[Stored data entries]
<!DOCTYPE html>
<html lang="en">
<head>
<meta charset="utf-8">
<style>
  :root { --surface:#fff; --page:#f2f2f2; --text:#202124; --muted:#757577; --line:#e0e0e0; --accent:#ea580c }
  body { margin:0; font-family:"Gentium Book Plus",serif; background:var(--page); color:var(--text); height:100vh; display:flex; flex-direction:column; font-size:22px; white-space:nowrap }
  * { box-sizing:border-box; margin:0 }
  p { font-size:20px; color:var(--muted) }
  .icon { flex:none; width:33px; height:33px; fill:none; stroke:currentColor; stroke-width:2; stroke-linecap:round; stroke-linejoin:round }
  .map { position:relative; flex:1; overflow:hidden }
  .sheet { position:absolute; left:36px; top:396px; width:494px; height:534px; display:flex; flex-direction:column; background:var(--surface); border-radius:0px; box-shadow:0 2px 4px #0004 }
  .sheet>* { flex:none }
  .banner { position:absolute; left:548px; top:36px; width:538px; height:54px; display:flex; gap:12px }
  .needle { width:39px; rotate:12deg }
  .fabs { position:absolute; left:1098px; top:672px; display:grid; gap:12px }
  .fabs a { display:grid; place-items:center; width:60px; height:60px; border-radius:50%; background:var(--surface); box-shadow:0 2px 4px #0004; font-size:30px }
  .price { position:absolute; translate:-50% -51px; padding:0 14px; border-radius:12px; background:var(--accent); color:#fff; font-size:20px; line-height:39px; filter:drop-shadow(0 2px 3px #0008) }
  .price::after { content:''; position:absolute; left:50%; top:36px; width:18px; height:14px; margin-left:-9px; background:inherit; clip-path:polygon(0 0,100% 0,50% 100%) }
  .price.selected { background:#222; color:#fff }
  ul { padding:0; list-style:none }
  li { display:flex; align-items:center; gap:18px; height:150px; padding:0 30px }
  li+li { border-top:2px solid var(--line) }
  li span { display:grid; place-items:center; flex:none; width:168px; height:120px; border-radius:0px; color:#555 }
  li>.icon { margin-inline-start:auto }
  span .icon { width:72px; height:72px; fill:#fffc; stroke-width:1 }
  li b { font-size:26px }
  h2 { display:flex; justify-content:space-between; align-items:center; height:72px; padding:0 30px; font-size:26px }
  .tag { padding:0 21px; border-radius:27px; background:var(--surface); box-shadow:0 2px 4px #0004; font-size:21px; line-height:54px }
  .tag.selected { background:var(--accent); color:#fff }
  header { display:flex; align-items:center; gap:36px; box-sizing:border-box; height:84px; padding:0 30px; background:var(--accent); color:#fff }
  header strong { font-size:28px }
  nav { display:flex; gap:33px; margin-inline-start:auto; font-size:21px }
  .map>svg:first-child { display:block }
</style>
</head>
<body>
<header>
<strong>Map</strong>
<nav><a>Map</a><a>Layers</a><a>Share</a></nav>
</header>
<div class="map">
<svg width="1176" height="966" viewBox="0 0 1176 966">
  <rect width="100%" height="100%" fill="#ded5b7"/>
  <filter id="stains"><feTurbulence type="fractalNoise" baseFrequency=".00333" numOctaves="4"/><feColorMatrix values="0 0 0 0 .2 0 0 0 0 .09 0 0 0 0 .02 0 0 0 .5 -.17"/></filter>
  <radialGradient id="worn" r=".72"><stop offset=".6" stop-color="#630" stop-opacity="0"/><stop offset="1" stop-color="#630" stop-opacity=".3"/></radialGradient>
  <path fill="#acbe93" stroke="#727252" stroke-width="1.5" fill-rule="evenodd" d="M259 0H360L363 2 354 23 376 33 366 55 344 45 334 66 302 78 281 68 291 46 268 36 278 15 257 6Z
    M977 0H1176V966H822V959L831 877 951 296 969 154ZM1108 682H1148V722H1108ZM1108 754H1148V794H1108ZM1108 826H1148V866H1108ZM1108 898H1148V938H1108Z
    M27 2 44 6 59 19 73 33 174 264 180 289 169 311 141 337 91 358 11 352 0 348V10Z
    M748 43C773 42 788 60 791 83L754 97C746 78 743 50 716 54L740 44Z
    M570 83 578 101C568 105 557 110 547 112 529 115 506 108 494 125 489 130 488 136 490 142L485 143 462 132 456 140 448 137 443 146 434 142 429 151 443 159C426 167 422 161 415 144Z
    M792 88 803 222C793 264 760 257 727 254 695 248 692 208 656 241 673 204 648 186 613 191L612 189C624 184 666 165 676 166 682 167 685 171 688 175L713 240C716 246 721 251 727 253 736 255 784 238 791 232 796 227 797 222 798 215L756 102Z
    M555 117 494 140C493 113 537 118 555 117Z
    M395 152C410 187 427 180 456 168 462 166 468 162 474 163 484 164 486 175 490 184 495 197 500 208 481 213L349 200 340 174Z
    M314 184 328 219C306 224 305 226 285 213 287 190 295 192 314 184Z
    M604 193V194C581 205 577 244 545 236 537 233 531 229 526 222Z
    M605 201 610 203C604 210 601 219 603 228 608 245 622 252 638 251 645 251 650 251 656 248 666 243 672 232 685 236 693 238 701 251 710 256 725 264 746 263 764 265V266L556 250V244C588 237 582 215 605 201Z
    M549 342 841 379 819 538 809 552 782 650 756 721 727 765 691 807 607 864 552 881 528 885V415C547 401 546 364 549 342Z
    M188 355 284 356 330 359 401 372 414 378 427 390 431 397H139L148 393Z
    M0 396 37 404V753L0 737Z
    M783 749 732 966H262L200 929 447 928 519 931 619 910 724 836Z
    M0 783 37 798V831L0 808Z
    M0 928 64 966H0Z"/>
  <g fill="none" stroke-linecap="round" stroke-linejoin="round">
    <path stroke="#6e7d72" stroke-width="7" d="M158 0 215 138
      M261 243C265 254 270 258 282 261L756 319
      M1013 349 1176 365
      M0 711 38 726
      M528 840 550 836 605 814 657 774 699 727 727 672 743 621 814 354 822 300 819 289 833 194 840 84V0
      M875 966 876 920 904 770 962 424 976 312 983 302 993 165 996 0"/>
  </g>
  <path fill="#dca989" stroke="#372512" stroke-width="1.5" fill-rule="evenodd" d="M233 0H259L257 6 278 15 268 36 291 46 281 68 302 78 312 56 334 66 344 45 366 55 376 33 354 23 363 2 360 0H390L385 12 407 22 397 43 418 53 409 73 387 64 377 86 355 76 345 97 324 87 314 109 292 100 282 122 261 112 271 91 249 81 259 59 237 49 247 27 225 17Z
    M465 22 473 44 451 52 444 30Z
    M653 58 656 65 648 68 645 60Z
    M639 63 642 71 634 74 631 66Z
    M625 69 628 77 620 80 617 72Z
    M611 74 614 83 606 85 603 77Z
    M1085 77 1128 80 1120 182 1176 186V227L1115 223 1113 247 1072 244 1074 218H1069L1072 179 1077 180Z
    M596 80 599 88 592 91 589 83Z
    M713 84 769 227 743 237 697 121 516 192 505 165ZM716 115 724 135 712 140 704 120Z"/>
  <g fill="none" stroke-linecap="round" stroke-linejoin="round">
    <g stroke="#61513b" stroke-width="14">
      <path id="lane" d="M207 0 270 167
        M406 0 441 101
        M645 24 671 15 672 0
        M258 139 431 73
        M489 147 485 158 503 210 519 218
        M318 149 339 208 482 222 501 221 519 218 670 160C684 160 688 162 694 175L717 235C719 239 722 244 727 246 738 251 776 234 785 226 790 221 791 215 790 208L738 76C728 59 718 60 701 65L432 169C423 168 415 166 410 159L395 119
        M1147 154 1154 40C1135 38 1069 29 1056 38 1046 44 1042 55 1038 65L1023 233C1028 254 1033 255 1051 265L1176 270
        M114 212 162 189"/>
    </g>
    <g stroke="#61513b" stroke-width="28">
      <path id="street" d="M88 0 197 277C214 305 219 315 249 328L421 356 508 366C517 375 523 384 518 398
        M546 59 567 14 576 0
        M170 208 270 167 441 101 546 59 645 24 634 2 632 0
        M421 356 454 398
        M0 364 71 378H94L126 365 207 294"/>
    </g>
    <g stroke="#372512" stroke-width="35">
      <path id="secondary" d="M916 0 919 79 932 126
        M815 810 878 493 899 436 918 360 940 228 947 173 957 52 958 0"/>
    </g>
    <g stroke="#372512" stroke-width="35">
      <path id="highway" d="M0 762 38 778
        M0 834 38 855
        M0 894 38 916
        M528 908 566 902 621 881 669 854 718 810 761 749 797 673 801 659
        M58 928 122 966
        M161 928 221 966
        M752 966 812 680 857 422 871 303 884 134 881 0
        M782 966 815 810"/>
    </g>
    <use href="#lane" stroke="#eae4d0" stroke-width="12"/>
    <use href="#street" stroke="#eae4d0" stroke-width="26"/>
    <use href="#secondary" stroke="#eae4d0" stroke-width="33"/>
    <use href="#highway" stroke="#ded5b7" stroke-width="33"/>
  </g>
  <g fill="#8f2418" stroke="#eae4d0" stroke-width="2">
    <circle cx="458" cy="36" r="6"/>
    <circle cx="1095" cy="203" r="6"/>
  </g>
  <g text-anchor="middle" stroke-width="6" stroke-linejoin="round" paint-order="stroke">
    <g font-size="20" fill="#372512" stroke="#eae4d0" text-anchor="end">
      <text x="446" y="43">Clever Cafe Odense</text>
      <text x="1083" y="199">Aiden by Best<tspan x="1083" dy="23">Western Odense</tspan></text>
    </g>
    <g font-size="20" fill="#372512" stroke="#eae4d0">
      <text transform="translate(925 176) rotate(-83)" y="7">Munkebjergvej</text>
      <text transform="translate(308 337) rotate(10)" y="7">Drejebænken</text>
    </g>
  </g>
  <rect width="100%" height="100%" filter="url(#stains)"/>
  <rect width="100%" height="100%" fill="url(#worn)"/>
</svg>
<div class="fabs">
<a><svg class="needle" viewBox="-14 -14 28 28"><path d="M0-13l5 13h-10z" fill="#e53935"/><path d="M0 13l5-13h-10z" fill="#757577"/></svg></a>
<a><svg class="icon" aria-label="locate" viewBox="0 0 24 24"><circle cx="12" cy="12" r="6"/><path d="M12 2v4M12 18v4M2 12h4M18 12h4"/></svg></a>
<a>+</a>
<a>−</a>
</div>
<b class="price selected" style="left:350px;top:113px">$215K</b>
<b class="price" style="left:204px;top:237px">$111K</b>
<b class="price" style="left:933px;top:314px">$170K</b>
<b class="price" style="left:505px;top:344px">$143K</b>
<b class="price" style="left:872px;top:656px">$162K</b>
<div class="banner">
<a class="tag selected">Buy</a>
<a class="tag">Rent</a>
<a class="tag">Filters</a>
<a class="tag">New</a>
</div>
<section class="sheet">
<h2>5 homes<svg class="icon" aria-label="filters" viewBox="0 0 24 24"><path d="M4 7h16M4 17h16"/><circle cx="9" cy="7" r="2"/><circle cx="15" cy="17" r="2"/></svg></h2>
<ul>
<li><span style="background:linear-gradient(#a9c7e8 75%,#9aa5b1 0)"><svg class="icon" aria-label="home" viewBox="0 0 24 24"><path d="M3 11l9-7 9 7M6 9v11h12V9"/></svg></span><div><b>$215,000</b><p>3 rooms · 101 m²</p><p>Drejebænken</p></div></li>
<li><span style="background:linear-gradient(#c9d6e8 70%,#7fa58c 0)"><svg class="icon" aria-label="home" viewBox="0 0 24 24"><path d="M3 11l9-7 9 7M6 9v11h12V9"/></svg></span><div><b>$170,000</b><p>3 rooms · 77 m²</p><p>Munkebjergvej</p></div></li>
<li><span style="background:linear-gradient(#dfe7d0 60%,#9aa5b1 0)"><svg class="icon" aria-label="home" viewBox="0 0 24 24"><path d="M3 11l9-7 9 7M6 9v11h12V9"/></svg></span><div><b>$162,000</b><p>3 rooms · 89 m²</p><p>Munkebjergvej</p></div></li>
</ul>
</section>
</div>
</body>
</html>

• Activity:
What you return should be exactly the lines above, starting at the one with "M188 355 284" and ending at the one with "M489 147 485 158 503 210 519 218", and nothing else.

• Response for this exercise:
    M188 355 284 356 330 359 401 372 414 378 427 390 431 397H139L148 393Z
    M0 396 37 404V753L0 737Z
    M783 749 732 966H262L200 929 447 928 519 931 619 910 724 836Z
    M0 783 37 798V831L0 808Z
    M0 928 64 966H0Z"/>
  <g fill="none" stroke-linecap="round" stroke-linejoin="round">
    <path stroke="#6e7d72" stroke-width="7" d="M158 0 215 138
      M261 243C265 254 270 258 282 261L756 319
      M1013 349 1176 365
      M0 711 38 726
      M528 840 550 836 605 814 657 774 699 727 727 672 743 621 814 354 822 300 819 289 833 194 840 84V0
      M875 966 876 920 904 770 962 424 976 312 983 302 993 165 996 0"/>
  </g>
  <path fill="#dca989" stroke="#372512" stroke-width="1.5" fill-rule="evenodd" d="M233 0H259L257 6 278 15 268 36 291 46 281 68 302 78 312 56 334 66 344 45 366 55 376 33 354 23 363 2 360 0H390L385 12 407 22 397 43 418 53 409 73 387 64 377 86 355 76 345 97 324 87 314 109 292 100 282 122 261 112 271 91 249 81 259 59 237 49 247 27 225 17Z
    M465 22 473 44 451 52 444 30Z
    M653 58 656 65 648 68 645 60Z
    M639 63 642 71 634 74 631 66Z
    M625 69 628 77 620 80 617 72Z
    M611 74 614 83 606 85 603 77Z
    M1085 77 1128 80 1120 182 1176 186V227L1115 223 1113 247 1072 244 1074 218H1069L1072 179 1077 180Z
    M596 80 599 88 592 91 589 83Z
    M713 84 769 227 743 237 697 121 516 192 505 165ZM716 115 724 135 712 140 704 120Z"/>
  <g fill="none" stroke-linecap="round" stroke-linejoin="round">
    <g stroke="#61513b" stroke-width="14">
      <path id="lane" d="M207 0 270 167
        M406 0 441 101
        M645 24 671 15 672 0
        M258 139 431 73
        M489 147 485 158 503 210 519 218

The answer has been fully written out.